Dissing the animal rights group that sued for him, the appeals court said animals don't have copyrights. The case attracted global attention because the macaque actually took his own picture, but that did not seem to impress the federal judges.
The Ninth Circuit handed the People for the Ethical Treatment of Animals a loss in Naruto v. Slater, saying all the macaque really lost was its so-called "friends."
The decision was a long-time coming since 2011, when photographer David Slater set up his camera in an Indonesian forest. Naruto wandered on the scene and snapped his selfies, which Slater published and PETA used to set-off an interspecies dilemma.
The animal rights group sued in 2015, but a trial judge ruled last year that Naruto did not own the copyright to the pictures. PETA appealed.
After arguments but before the Ninth Circuit ruled, the parties settled. Slater agreed to pay 25 percent of any sales to charities to protect and improve the macaque habitat.
That did not settle the matter before the appeals court, however. The judges had something to say, and they weren't smiling.
The Ninth Circuit noted the settlement and PETA's proposed dismissal of its lawsuit, then laid into the animal rights group. The appeals panel said PETA abandoned the monkey.
"Were he capable of recognizing this abandonment, we wonder whether Naruto might initiate an action for breach of confidential relationship against his (former) next friend, PETA, for its failure to pursue his interests before its own," they continued.
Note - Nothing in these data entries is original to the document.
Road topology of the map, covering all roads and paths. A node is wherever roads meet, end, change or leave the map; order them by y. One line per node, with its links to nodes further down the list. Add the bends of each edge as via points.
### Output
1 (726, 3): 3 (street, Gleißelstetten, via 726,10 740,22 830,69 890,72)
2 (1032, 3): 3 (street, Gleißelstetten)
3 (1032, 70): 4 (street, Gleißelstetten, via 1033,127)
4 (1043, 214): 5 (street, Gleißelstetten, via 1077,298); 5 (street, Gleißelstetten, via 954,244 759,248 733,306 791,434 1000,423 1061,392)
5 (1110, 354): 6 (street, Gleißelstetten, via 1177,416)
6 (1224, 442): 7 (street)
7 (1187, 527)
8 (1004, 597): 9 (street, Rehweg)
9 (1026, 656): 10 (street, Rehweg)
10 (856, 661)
It's possible the judges were joking, but then this happened:
"Puzzlingly, while representing to the world that 'animals are not ours to eat, wear, experiment on, use for entertainment, or abuse in any other way,'" the judges said, "PETA seems to employ Naruto as an unwitting pawn in its ideological goals."
The appeals court also awarded attorney's fees and costs to Slater and his representative.